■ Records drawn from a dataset
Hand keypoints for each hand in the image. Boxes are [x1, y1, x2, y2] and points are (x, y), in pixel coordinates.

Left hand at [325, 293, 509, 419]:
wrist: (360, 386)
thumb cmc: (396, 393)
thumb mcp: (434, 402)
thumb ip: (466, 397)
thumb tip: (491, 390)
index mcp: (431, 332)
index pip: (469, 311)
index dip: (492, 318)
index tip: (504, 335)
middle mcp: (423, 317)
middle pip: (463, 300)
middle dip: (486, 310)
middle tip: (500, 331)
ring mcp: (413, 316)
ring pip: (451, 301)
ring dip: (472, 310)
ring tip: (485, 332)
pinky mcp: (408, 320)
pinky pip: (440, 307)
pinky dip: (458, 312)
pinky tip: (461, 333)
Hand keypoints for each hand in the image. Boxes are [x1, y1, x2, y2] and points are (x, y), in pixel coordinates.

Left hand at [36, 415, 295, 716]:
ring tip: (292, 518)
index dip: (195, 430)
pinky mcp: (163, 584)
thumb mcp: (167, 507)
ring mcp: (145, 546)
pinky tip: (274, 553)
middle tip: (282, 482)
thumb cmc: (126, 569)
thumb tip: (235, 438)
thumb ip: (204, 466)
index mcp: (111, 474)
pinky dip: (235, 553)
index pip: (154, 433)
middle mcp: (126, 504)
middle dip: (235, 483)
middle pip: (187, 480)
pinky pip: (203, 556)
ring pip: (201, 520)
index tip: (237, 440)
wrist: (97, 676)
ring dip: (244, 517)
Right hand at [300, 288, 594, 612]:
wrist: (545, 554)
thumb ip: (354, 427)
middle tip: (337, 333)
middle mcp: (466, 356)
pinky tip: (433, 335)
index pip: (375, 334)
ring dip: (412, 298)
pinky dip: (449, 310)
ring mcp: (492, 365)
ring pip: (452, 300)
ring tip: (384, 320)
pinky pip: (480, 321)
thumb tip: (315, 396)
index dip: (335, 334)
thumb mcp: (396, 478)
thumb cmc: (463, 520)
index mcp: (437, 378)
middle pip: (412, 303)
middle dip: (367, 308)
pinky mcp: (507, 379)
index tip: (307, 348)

==

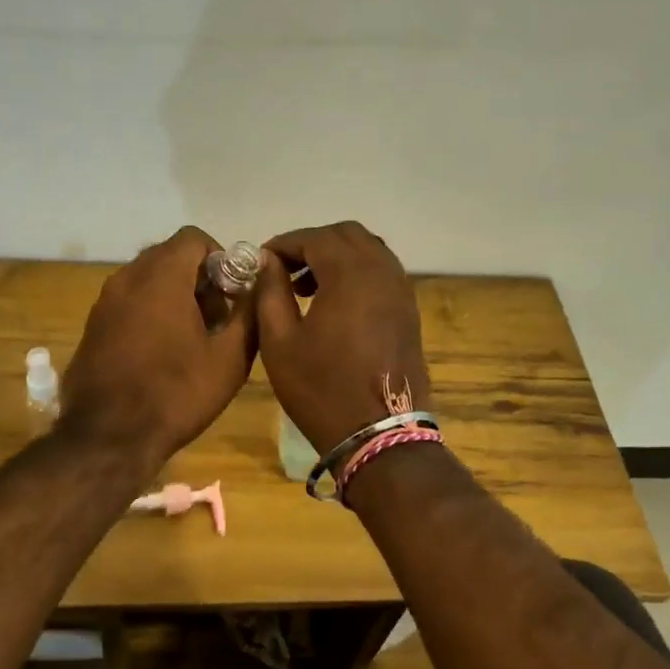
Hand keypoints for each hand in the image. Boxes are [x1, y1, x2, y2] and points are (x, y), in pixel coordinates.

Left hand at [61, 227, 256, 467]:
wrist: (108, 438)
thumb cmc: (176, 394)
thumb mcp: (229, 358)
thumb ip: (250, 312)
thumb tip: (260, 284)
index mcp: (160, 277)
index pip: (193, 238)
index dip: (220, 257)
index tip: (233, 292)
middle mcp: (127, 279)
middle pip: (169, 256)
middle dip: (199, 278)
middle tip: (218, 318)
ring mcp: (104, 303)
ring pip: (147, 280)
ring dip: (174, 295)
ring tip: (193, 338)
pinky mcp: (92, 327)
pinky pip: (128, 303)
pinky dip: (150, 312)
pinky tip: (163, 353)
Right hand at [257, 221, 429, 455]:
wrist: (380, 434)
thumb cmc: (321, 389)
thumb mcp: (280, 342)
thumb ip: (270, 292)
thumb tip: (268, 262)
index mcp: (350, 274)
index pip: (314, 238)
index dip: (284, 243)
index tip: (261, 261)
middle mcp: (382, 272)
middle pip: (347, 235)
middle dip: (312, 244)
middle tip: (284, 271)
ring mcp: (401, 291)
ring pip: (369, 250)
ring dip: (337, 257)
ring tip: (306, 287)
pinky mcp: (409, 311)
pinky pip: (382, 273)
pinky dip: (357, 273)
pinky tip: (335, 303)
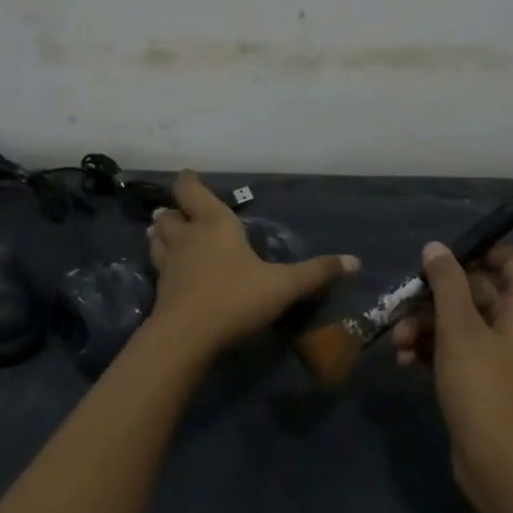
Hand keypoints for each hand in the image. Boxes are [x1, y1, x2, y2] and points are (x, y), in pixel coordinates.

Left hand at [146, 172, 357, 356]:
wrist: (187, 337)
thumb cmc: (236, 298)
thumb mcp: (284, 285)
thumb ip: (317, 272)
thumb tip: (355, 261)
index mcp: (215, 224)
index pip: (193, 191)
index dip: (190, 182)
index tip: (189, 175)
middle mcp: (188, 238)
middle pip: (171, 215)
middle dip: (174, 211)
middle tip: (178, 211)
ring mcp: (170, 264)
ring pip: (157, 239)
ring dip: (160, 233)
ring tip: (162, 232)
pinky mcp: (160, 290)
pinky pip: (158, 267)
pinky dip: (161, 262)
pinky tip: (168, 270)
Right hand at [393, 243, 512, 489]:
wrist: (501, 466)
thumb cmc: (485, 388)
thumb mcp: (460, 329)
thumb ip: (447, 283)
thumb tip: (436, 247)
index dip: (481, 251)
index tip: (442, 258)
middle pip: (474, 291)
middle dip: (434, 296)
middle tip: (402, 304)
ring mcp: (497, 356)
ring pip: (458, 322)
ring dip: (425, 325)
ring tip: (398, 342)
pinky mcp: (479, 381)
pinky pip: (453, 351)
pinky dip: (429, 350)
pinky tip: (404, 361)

...

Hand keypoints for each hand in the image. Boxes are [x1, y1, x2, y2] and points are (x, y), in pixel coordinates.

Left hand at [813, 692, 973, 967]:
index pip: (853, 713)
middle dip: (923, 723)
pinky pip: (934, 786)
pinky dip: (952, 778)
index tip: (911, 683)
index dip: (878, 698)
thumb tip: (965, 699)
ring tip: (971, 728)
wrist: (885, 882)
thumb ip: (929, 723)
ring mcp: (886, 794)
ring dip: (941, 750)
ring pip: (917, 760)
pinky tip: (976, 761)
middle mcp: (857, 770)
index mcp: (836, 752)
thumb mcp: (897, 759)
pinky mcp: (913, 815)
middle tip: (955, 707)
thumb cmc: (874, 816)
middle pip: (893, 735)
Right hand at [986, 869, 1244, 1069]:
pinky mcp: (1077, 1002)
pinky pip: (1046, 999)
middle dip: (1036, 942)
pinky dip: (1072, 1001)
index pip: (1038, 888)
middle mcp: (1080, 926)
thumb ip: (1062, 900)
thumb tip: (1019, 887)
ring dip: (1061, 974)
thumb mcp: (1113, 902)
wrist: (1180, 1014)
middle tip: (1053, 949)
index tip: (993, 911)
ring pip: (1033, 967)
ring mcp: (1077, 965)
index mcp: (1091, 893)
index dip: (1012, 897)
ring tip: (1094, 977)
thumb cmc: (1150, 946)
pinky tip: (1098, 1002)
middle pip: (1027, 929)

■ What is expected
Which lines of the data include "Right"? Copy each of them.

■ Answer for this exercise
Right hand at [300, 288, 594, 612]:
Right hand at [257, 221, 429, 455]:
Right hand at [393, 243, 512, 489]:
Right hand at [986, 869, 1244, 1069]:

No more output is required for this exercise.